M. Guy Dupont a souligné que la relation entre la France métropolitaine et l'outre-mer était en train d'évoluer, les citoyens de métropole ayant tendance à estimer que les départements d'outre-mer induisaient un coût trop élevé pour les finances publiques, tandis que les résidents d'outre-mer ressentaient une impression de rejet de la part des métropolitains. Il a souhaité que les Etats généraux soient l'occasion de redéfinir cette relation entre la métropole et les départements d'outre-mer tout en identifiant des projets de développement pour chacun des départements d'outre-mer.

M. Eric Doligé, rapporteur, a rappelé que le programme de travail de la mission d'information prévoyait d'aborder la question de l'intégration régionale des départements d'outre-mer et a souhaité que la FEDOM puisse lui adresser des propositions concrètes en la matière. Il a indiqué que l'évaluation des politiques publiques était également au centre de sa réflexion et que les départements d'outre-mer avaient effectivement à jouer un rôle de premier ordre pour adapter certains savoir-faire aux caractéristiques particulières de leur marché.

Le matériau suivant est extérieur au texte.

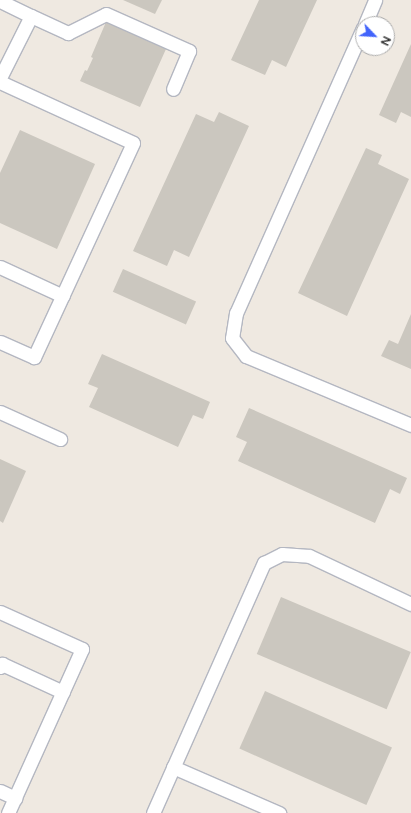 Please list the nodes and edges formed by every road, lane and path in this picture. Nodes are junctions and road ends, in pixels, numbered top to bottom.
1 (375, 0) edge
2 (0, 1) edge
3 (31, 16) junction
4 (368, 16) edge
5 (355, 46) edge
6 (0, 78) edge
7 (0, 82) edge
8 (172, 89) dead end
9 (0, 267) edge
10 (63, 296) junction
11 (0, 342) edge
12 (0, 412) edge
13 (411, 425) edge
14 (60, 439) dead end
15 (411, 604) edge
16 (0, 612) edge
17 (0, 667) edge
18 (63, 692) junction
19 (174, 767) junction
20 (0, 791) edge
21 (15, 798) junction
22 (8, 813) edge
23 (153, 813) edge
24 (279, 813) edge

1 - 4 lane
2 - 3 lane
3 - 6 lane
3 - 8 lane
5 - 13 lane
7 - 10 lane
9 - 10 lane
10 - 11 lane
12 - 14 lane
15 - 19 lane
16 - 18 lane
17 - 18 lane
18 - 21 lane
19 - 23 lane
19 - 24 lane
20 - 21 lane
21 - 22 lane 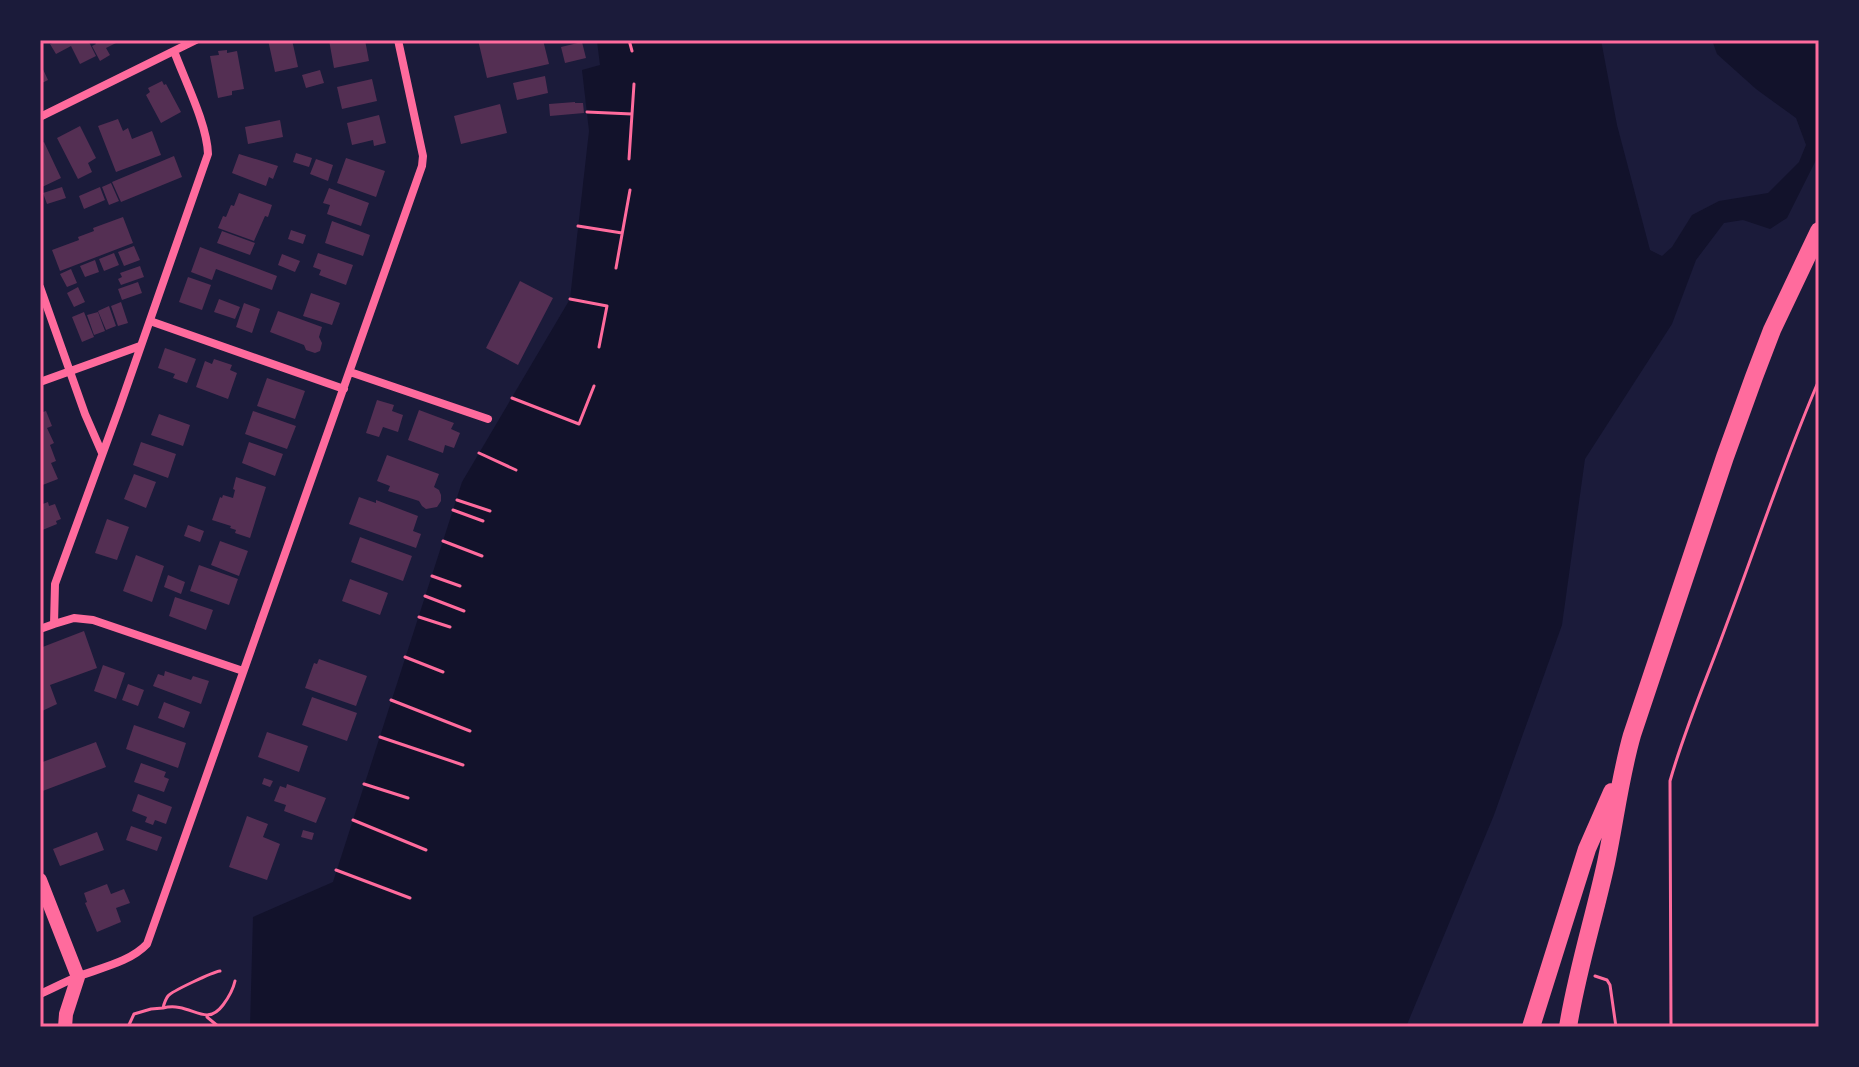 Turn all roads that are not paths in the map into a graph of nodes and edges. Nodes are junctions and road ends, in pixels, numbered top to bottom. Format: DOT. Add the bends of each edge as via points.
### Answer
graph roads {
  1 [pos="196,40"];
  2 [pos="398,40"];
  3 [pos="174,51"];
  4 [pos="40,117"];
  5 [pos="1819,231"];
  6 [pos="40,287"];
  7 [pos="150,321"];
  8 [pos="140,346"];
  9 [pos="69,371"];
  10 [pos="350,372"];
  11 [pos="40,382"];
  12 [pos="344,389"];
  13 [pos="488,419"];
  14 [pos="102,453"];
  15 [pos="54,624"];
  16 [pos="40,629"];
  17 [pos="243,671"];
  18 [pos="1624,763"];
  19 [pos="40,880"];
  20 [pos="78,977"];
  21 [pos="40,994"];
  22 [pos="65,1027"];
  23 [pos="1531,1027"];
  24 [pos="1570,1027"];
  1 -- 3 [label="street"];
  2 -- 10 [label="street" via="422,166"];
  3 -- 4 [label="street"];
  3 -- 7 [label="street" via="208,154"];
  5 -- 18 [label="main road" via="1754,377"];
  6 -- 9 [label="street"];
  7 -- 8 [label="street"];
  7 -- 12 [label="street"];
  8 -- 9 [label="street"];
  8 -- 14 [label="street"];
  9 -- 11 [label="street"];
  9 -- 14 [label="street"];
  10 -- 12 [label="street"];
  10 -- 13 [label="street"];
  12 -- 17 [label="street"];
  14 -- 15 [label="street" via="55,584"];
  15 -- 16 [label="street"];
  15 -- 17 [label="street" via="93,620"];
  17 -- 20 [label="street" via="147,944"];
  18 -- 23 [label="main road" via="1587,849"];
  18 -- 24 [label="main road"];
  19 -- 20 [label="street"];
  20 -- 21 [label="street"];
  20 -- 22 [label="street"];
} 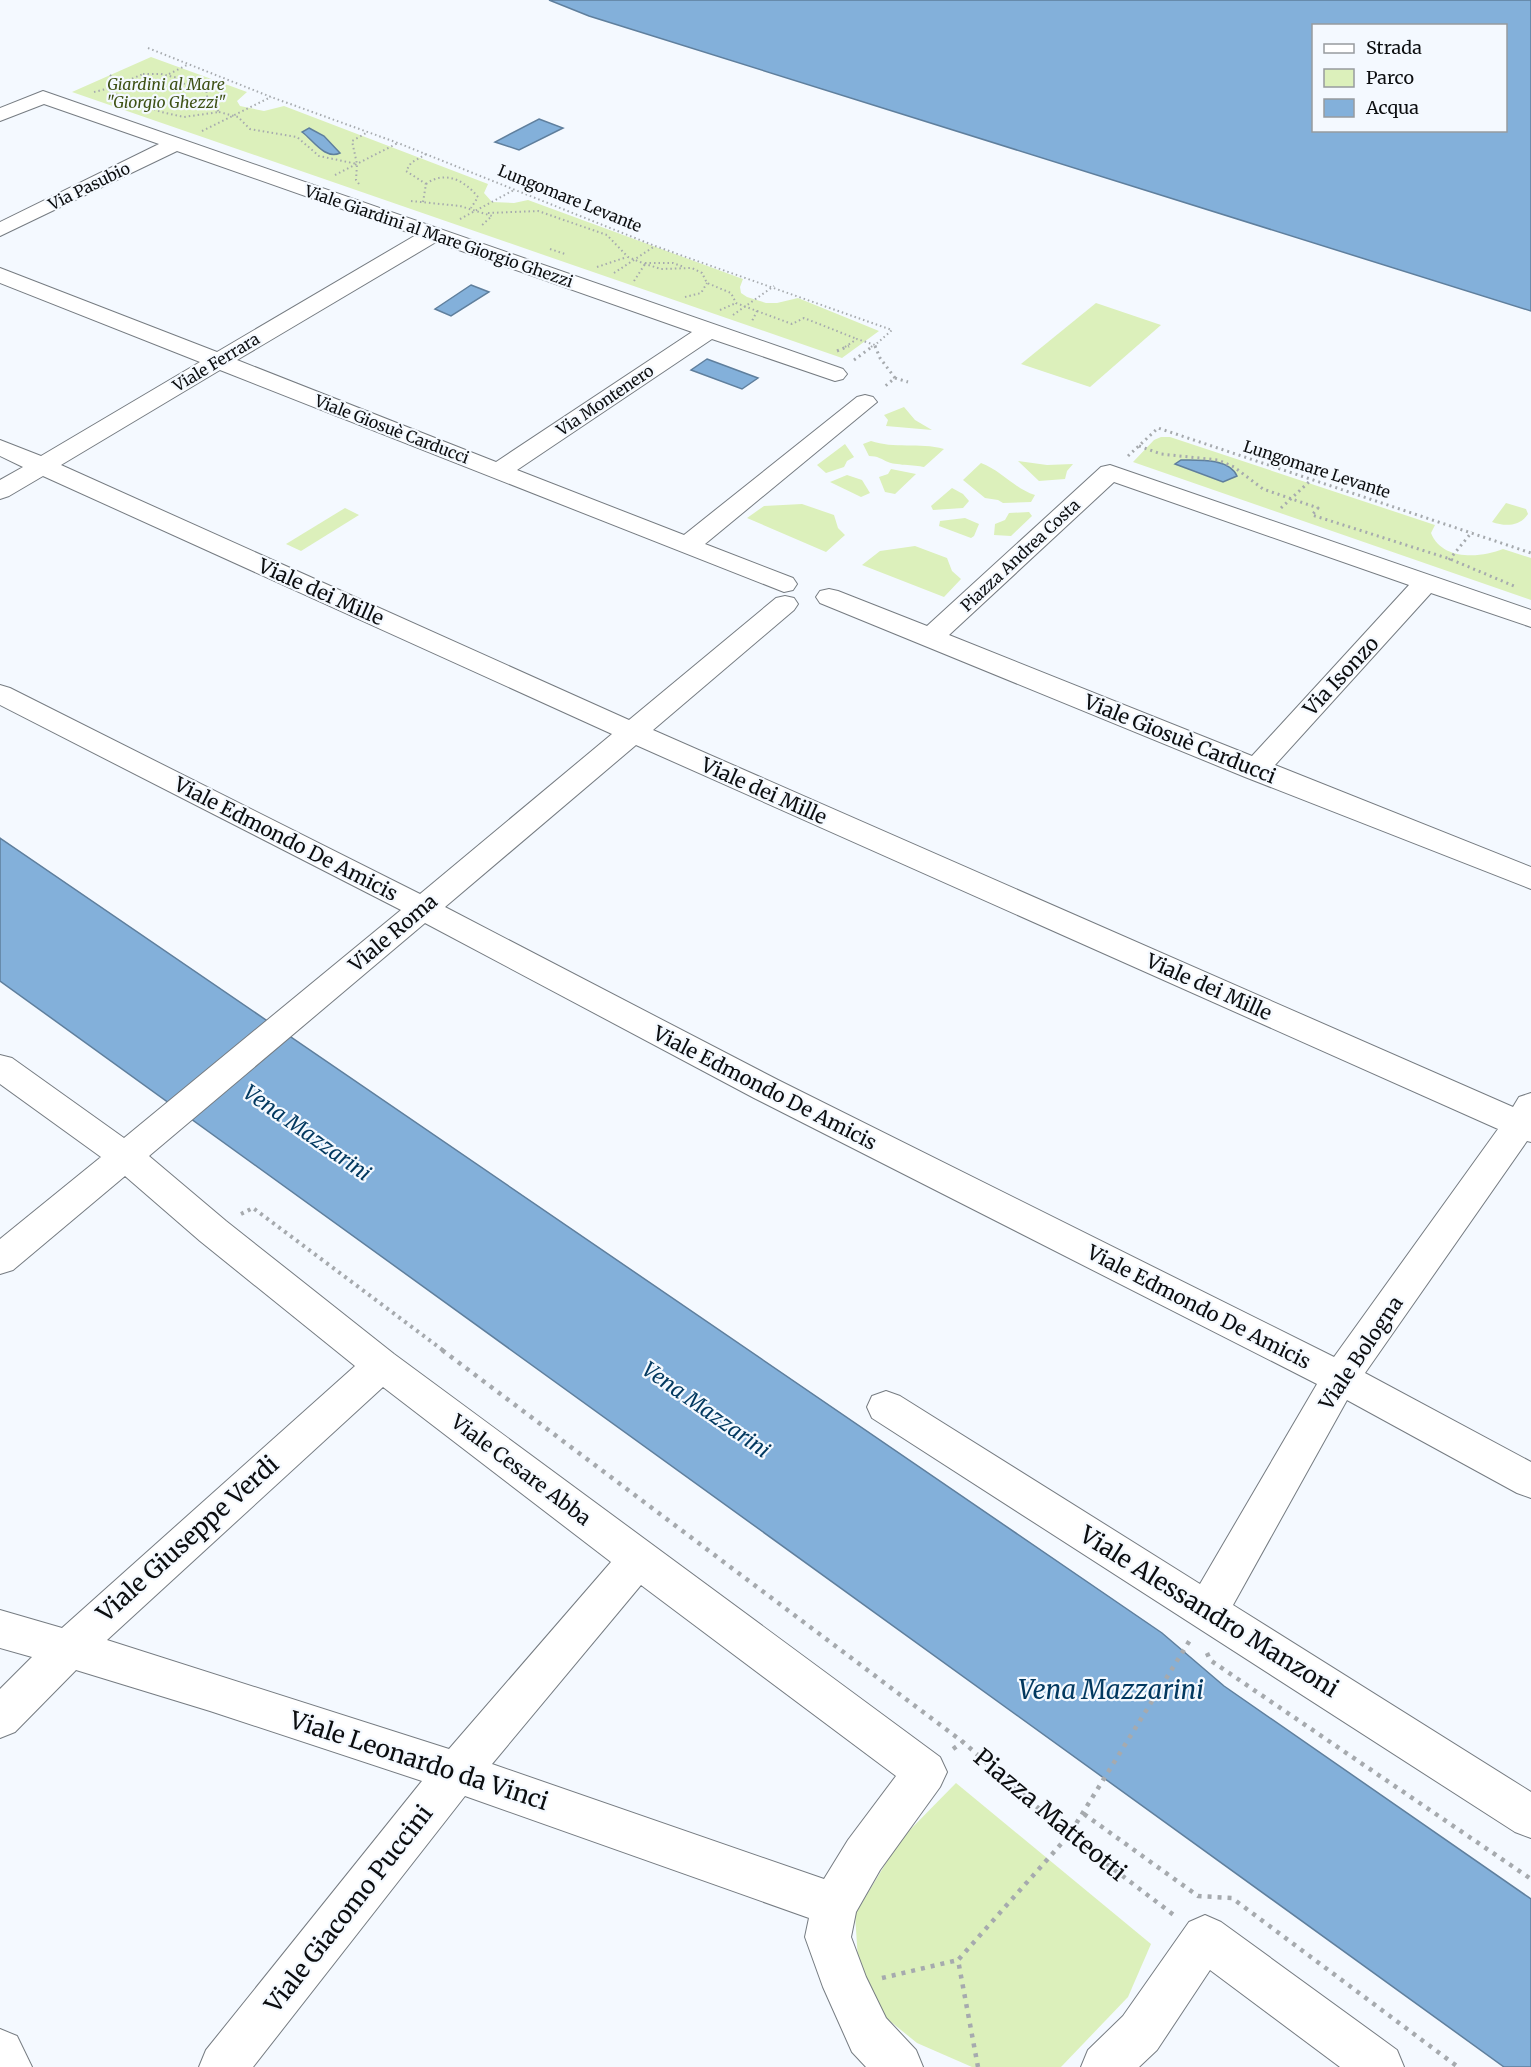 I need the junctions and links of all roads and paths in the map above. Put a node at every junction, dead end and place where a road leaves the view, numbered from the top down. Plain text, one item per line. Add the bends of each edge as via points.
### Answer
1 (147, 48) dead end
2 (188, 64) junction
3 (169, 74) junction
4 (110, 75) dead end
5 (226, 79) junction
6 (119, 82) junction
7 (206, 87) junction
8 (271, 97) junction
9 (219, 112) junction
10 (0, 116) edge
11 (232, 116) junction
12 (368, 132) junction
13 (398, 142) junction
14 (177, 143) junction
15 (426, 154) junction
16 (357, 164) junction
17 (426, 184) junction
18 (361, 185) dead end
19 (515, 189) junction
20 (308, 190) junction
21 (406, 201) dead end
22 (423, 202) junction
23 (471, 208) junction
24 (477, 210) junction
25 (488, 213) dead end
26 (0, 230) edge
27 (433, 234) junction
28 (655, 246) junction
29 (633, 260) junction
30 (642, 263) junction
31 (685, 267) junction
32 (0, 275) edge
33 (707, 283) junction
34 (774, 286) junction
35 (591, 289) junction
36 (678, 298) dead end
37 (746, 307) junction
38 (757, 311) junction
39 (761, 325) dead end
40 (710, 330) junction
41 (857, 339) junction
42 (875, 345) junction
43 (828, 348) dead end
44 (217, 361) junction
45 (835, 374) dead end
46 (895, 378) junction
47 (908, 382) dead end
48 (865, 402) joint
49 (1139, 446) junction
50 (0, 447) edge
51 (42, 466) junction
52 (500, 471) junction
53 (1110, 472) junction
54 (1311, 480) junction
55 (0, 491) edge
56 (1291, 499) junction
57 (1264, 526) junction
58 (1472, 532) junction
59 (688, 545) junction
60 (1531, 553) edge
61 (1450, 559) junction
62 (1427, 582) junction
63 (1515, 586) dead end
64 (804, 589) junction
65 (1531, 618) edge
66 (931, 637) junction
67 (0, 694) edge
68 (632, 732) junction
69 (1255, 770) junction
70 (1531, 879) edge
71 (422, 908) junction
72 (0, 1067) edge
73 (1528, 1120) edge
74 (137, 1147) junction
75 (213, 1231) junction
76 (0, 1260) edge
77 (381, 1365) junction
78 (1340, 1378) junction
79 (886, 1407) dead end
80 (1531, 1481) edge
81 (638, 1559) junction
82 (0, 1629) edge
83 (1201, 1633) junction
84 (69, 1648) junction
85 (0, 1718) edge
86 (963, 1742) junction
87 (457, 1772) junction
88 (925, 1772) junction
89 (1531, 1817) edge
90 (1070, 1835) junction
91 (1531, 1879) edge
92 (834, 1905) junction
93 (1205, 1938) junction
94 (958, 1960) junction
95 (846, 1987) junction
96 (0, 2053) edge
97 (8, 2067) edge
98 (223, 2067) edge
99 (899, 2067) edge
100 (978, 2067) edge
101 (1105, 2067) edge
102 (1380, 2067) edge

1 - 2 path, Lungomare Levante
2 - 3 path
2 - 5 path, Lungomare Levante
3 - 6 path via 151,73
3 - 7 path via 178,78 179,83
4 - 6 path
5 - 7 path
5 - 8 path, Lungomare Levante
6 - 9 path via 110,92 161,112 184,117
7 - 9 path via 207,96
8 - 11 path
8 - 12 path, Lungomare Levante
9 - 11 path
10 - 14 street, Viale Giardini al Mare Giorgio Ghezzi via 43,96
11 - 14 path
11 - 16 path via 250,129 297,137 319,156
12 - 13 path, Lungomare Levante
12 - 16 path via 352,141
13 - 15 path, Lungomare Levante
13 - 16 path
14 - 20 street, Viale Giardini al Mare Giorgio Ghezzi
14 - 26 street, Via Pasubio
15 - 17 path via 406,171
15 - 19 path, Lungomare Levante
16 - 18 path via 356,180
16 - 20 path
17 - 22 path
17 - 23 path via 440,177 456,178 478,197
19 - 24 path
19 - 28 path, Lungomare Levante
20 - 27 street, Viale Giardini al Mare Giorgio Ghezzi
21 - 22 path
22 - 23 path
23 - 24 path
24 - 27 path
25 - 29 path via 538,211 607,235
27 - 35 street, Viale Giardini al Mare Giorgio Ghezzi
27 - 44 street, Viale Ferrara
28 - 29 path
28 - 34 path, Lungomare Levante
29 - 30 path
29 - 35 path
30 - 31 path
30 - 31 path via 661,269
31 - 33 path via 702,273
32 - 44 street, Viale Giosuè Carducci
33 - 36 path via 701,293
33 - 37 path via 729,292 736,303
34 - 37 path
34 - 42 path, Lungomare Levante via 892,330
35 - 40 street, Viale Giardini al Mare Giorgio Ghezzi
37 - 38 path
37 - 40 path
38 - 39 path via 751,322
38 - 41 path via 792,324 804,318
40 - 45 street, Viale Giardini al Mare Giorgio Ghezzi
40 - 52 street, Via Montenero
41 - 42 path
41 - 43 path via 837,351
42 - 46 path
44 - 51 street, Viale Ferrara
44 - 52 street, Viale Giosuè Carducci
46 - 47 path
46 - 48 path
48 - 59 street
49 - 53 path, Lungomare Levante
49 - 54 path, Lungomare Levante via 1158,428
49 - 56 path via 1161,454 1218,460 1263,489
50 - 51 street, Viale dei Mille
51 - 55 street, Viale Ferrara
51 - 68 street, Viale dei Mille
52 - 59 street, Viale Giosuè Carducci
53 - 57 street
53 - 66 street, Piazza Andrea Costa
54 - 56 path
54 - 58 path, Lungomare Levante
56 - 57 path
56 - 61 path via 1318,508 1312,515
57 - 62 street
58 - 60 path, Lungomare Levante
58 - 61 path
59 - 64 street, Viale Giosuè Carducci
61 - 62 path
61 - 63 path
62 - 65 street
62 - 69 street, Via Isonzo
64 - 66 street, Viale Giosuè Carducci
64 - 68 street, Viale Roma
66 - 69 street, Viale Giosuè Carducci
67 - 71 street, Viale Edmondo De Amicis
68 - 71 street, Viale Roma
68 - 73 street, Viale dei Mille
69 - 70 street, Viale Giosuè Carducci
71 - 74 street, Viale Roma
71 - 78 street, Viale Edmondo De Amicis via 766,1089
72 - 74 street, Viale Cesare Abba
73 - 78 street, Viale Bologna
74 - 75 street, Viale Cesare Abba
74 - 76 street, Viale Roma
75 - 77 street, Viale Cesare Abba
75 - 86 path via 253,1208
77 - 81 street, Viale Cesare Abba
77 - 84 street, Viale Giuseppe Verdi
78 - 80 street, Viale Edmondo De Amicis
78 - 83 street, Viale Bologna
79 - 83 street, Viale Alessandro Manzoni
81 - 87 street, Viale Giacomo Puccini
81 - 88 street, Viale Cesare Abba
82 - 84 street, Viale Leonardo da Vinci
83 - 89 street, Viale Alessandro Manzoni
83 - 90 path
83 - 91 path via 1209,1660
84 - 85 street, Viale Giuseppe Verdi
84 - 87 street, Viale Leonardo da Vinci
86 - 88 path, Piazza Matteotti
86 - 90 path, Piazza Matteotti
87 - 92 street, Viale Leonardo da Vinci
87 - 98 street, Viale Giacomo Puccini
88 - 92 street
90 - 93 path, Piazza Matteotti
90 - 94 path
92 - 95 street via 828,1937
93 - 101 street via 1140,2033
93 - 102 street
94 - 95 path
94 - 100 path
95 - 99 street via 869,2035
96 - 97 street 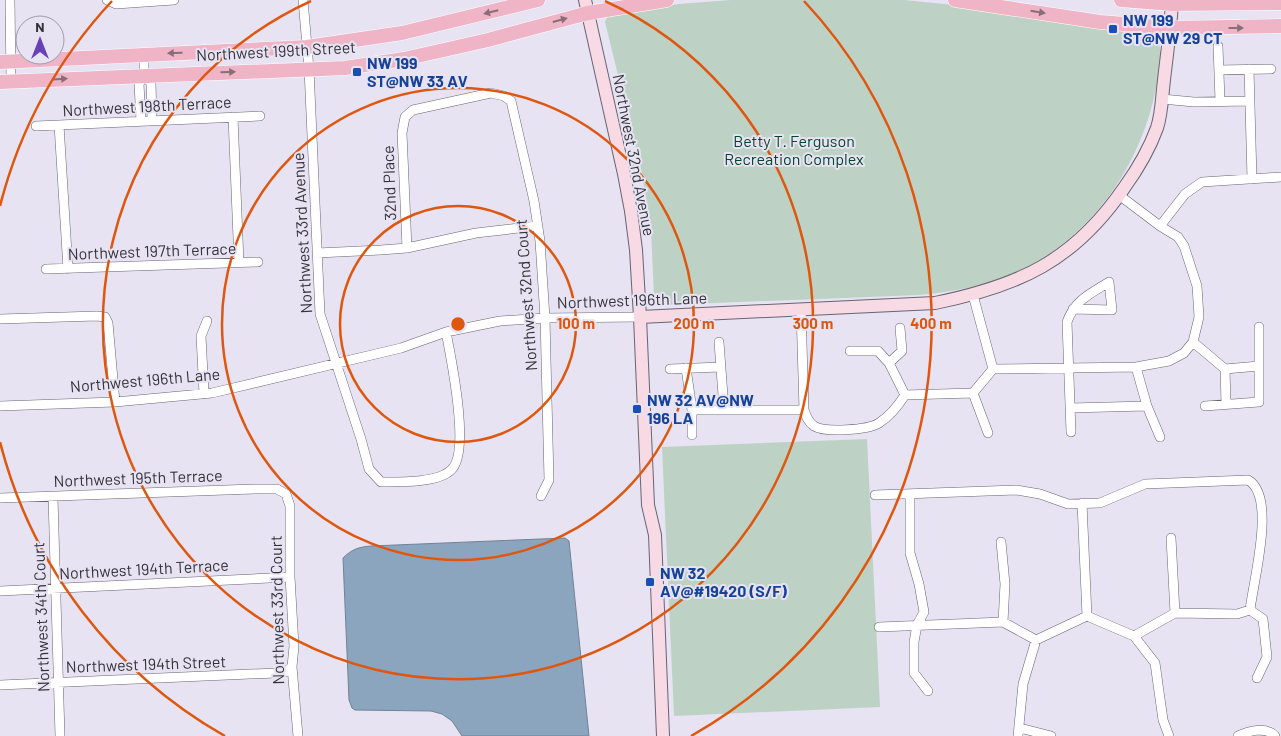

Audition de M. François-Xavier Bieuville, directeur général de l'agence nationale pour l'insertion et la promotion des travailleurs d'outre-mer

Puis la mission a procédé à l'audition de M. François-Xavier Bieuville, directeur général de l'agence nationale pour l'insertion et la promotion des travailleurs d'outre-mer.

M. Serge Larcher, président, a rappelé dans un premier temps que l'Agence nationale pour l'insertion et la promotion des travailleurs d'outre-mer (ANT) avait pour objet de veiller à l'insertion professionnelle des personnes, en particulier les jeunes, résidant habituellement outre-mer. À ce titre, elle a pour mission principale de favoriser l'accès à l'emploi et la formation professionnelle en mobilité hors de la région d'origine.

M. Eric Doligé, rapporteur, a posé la question des modalités de fonctionnement et du bilan des actions de l'ANT et a souhaité connaître les modalités d'insertion de l'agence dans la réforme des dispositifs de continuité territoriale votée dans le projet de loi de développement économique des outre-mer (LODEOM).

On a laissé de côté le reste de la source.